— TASK ITEM —
What lines below contain the word "ahead"? Please pull each one out.

— DATASET RECORDS —
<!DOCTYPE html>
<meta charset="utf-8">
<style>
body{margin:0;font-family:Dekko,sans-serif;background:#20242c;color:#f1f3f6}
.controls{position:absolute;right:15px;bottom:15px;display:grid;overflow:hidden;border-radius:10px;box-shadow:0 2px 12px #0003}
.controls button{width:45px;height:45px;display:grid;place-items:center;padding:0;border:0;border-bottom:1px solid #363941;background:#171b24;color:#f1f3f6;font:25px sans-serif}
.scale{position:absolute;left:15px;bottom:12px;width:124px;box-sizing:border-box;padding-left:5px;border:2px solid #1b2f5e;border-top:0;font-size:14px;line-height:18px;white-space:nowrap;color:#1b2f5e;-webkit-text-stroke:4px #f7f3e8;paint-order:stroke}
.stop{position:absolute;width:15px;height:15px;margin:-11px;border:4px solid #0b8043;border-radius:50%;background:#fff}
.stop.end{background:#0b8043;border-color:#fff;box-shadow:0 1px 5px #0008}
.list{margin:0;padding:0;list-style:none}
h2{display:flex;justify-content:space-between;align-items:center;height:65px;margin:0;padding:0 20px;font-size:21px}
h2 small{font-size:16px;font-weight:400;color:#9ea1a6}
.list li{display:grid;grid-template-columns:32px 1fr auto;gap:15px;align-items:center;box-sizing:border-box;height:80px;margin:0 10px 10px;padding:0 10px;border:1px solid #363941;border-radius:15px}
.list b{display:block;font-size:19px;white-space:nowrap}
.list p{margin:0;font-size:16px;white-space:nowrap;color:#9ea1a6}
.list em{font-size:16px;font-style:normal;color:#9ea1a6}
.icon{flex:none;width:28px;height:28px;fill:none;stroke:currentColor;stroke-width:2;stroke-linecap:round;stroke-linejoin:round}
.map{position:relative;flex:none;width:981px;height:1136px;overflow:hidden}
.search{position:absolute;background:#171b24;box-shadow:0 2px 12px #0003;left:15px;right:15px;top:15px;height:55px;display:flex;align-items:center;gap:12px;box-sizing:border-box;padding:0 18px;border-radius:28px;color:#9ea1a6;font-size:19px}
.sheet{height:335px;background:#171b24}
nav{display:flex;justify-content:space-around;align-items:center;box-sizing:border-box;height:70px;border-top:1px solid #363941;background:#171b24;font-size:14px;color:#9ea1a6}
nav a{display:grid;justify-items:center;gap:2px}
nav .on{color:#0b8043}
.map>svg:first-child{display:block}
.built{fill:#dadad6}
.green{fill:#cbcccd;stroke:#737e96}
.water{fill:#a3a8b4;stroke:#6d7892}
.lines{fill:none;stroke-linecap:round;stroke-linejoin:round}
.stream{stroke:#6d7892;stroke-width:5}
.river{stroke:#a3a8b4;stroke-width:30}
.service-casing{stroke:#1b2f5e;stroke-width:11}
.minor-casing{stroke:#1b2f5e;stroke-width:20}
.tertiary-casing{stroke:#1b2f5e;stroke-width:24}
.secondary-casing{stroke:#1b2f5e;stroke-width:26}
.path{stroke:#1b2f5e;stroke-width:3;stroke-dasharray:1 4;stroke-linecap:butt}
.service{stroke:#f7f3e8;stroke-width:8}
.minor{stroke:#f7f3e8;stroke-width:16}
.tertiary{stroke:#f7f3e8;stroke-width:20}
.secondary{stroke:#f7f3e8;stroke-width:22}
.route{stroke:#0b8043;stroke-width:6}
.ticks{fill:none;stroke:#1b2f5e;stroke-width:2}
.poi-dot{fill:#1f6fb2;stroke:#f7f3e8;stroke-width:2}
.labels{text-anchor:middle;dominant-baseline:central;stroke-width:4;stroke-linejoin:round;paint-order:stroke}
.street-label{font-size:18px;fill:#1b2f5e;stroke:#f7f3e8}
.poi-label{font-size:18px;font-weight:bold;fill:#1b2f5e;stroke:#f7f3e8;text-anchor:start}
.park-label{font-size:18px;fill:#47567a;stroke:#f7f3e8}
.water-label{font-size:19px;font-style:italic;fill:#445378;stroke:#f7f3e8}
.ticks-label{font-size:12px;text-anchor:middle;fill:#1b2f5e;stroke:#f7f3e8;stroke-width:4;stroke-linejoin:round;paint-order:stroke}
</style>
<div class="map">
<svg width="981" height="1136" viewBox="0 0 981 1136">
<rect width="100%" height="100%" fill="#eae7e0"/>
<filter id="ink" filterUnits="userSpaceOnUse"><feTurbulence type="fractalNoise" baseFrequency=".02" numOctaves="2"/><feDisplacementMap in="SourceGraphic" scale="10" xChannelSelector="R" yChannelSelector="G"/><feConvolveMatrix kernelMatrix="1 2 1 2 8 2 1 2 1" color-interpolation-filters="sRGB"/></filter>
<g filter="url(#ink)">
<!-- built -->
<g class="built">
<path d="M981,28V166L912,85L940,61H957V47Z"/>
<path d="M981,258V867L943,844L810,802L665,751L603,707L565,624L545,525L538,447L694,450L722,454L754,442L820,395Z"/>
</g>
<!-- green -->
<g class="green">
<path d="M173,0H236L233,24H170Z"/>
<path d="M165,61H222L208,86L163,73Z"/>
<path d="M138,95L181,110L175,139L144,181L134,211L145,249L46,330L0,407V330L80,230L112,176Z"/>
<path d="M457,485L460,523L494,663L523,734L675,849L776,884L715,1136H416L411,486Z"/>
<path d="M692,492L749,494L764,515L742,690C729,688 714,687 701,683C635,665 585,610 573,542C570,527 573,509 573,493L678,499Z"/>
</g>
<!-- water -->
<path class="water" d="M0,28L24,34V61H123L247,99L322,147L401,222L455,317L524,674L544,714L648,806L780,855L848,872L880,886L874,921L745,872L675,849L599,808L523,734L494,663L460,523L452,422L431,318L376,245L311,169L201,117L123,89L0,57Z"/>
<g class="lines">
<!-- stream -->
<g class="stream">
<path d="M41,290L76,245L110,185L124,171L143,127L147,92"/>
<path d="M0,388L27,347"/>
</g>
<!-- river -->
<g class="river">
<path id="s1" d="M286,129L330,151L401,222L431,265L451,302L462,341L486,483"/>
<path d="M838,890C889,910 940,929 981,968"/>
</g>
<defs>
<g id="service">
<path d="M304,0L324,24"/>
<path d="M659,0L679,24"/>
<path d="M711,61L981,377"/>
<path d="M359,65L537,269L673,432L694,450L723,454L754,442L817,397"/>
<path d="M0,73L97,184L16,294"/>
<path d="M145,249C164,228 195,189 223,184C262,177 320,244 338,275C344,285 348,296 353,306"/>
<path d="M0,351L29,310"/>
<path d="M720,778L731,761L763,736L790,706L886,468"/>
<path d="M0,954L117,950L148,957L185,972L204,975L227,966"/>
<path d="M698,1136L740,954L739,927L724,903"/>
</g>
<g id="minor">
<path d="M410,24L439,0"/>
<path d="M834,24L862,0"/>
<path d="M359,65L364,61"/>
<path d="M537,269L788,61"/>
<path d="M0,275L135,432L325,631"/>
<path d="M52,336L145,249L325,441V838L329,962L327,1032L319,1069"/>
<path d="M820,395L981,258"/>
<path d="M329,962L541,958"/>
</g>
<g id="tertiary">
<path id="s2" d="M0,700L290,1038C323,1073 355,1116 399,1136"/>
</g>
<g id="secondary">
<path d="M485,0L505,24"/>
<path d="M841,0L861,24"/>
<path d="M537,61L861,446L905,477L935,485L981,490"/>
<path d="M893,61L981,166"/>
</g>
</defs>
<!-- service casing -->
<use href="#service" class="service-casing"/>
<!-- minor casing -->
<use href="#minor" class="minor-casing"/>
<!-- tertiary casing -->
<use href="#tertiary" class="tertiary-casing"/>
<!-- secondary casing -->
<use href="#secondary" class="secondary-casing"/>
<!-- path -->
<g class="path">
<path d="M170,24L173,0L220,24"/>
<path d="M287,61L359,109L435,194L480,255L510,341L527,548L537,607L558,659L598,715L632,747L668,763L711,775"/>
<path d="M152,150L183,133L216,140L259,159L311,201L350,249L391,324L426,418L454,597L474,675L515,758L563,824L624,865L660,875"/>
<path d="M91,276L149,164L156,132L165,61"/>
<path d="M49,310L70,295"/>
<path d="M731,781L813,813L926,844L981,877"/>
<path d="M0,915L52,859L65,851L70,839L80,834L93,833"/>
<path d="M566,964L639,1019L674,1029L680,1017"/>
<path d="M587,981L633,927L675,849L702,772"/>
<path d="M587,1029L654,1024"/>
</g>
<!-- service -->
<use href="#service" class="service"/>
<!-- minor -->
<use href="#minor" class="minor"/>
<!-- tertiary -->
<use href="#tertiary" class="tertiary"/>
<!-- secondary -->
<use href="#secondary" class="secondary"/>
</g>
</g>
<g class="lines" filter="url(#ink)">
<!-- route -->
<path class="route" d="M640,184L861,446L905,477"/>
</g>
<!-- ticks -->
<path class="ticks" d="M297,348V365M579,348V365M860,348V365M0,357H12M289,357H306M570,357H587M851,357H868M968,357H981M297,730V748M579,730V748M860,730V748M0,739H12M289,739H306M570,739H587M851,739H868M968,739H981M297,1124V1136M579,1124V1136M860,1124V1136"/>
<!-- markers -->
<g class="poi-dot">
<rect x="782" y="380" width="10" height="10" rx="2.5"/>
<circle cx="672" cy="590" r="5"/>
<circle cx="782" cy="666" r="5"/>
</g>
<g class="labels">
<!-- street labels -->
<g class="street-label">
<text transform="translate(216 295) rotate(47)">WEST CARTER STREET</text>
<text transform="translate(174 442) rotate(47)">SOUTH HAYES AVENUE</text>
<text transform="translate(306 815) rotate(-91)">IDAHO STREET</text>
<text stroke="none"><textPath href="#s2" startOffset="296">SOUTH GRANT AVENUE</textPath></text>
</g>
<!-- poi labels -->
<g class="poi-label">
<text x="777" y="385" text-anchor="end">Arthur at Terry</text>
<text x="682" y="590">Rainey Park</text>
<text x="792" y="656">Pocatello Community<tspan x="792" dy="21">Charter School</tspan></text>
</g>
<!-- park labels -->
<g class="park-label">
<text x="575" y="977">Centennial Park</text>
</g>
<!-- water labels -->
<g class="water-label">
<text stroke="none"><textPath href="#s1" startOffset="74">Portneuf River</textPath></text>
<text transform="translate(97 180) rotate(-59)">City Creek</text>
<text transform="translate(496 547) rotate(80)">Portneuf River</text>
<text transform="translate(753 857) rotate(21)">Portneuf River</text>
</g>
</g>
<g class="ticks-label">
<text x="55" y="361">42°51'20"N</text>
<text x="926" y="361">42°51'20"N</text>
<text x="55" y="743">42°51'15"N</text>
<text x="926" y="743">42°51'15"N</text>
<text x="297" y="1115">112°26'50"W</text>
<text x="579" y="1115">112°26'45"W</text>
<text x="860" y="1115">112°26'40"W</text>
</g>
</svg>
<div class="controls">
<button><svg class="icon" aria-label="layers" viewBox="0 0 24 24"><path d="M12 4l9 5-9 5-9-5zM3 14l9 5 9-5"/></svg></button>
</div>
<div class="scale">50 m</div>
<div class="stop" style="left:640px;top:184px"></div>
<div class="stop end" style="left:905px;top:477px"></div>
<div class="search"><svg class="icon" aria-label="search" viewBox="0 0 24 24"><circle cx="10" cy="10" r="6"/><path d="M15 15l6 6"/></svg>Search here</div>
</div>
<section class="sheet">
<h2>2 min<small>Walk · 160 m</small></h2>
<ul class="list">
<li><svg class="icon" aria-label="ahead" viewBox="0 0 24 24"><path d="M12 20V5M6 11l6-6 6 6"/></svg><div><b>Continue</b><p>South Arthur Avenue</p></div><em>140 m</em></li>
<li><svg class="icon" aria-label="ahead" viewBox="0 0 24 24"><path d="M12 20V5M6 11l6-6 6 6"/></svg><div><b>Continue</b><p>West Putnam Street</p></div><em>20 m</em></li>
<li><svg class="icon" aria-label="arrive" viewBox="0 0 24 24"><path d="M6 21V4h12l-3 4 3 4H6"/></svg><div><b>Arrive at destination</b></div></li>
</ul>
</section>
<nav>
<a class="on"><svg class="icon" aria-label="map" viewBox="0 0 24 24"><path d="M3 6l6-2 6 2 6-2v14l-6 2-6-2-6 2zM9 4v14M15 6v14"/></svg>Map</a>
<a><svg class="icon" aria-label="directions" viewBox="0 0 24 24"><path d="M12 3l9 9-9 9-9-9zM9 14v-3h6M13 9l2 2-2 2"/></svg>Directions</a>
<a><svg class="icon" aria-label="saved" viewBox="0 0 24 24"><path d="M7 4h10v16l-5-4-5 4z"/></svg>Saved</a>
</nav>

— TASK RESULT —
<li><svg class="icon" aria-label="ahead" viewBox="0 0 24 24"><path d="M12 20V5M6 11l6-6 6 6"/></svg><div><b>Continue</b><p>South Arthur Avenue</p></div><em>140 m</em></li>
<li><svg class="icon" aria-label="ahead" viewBox="0 0 24 24"><path d="M12 20V5M6 11l6-6 6 6"/></svg><div><b>Continue</b><p>West Putnam Street</p></div><em>20 m</em></li>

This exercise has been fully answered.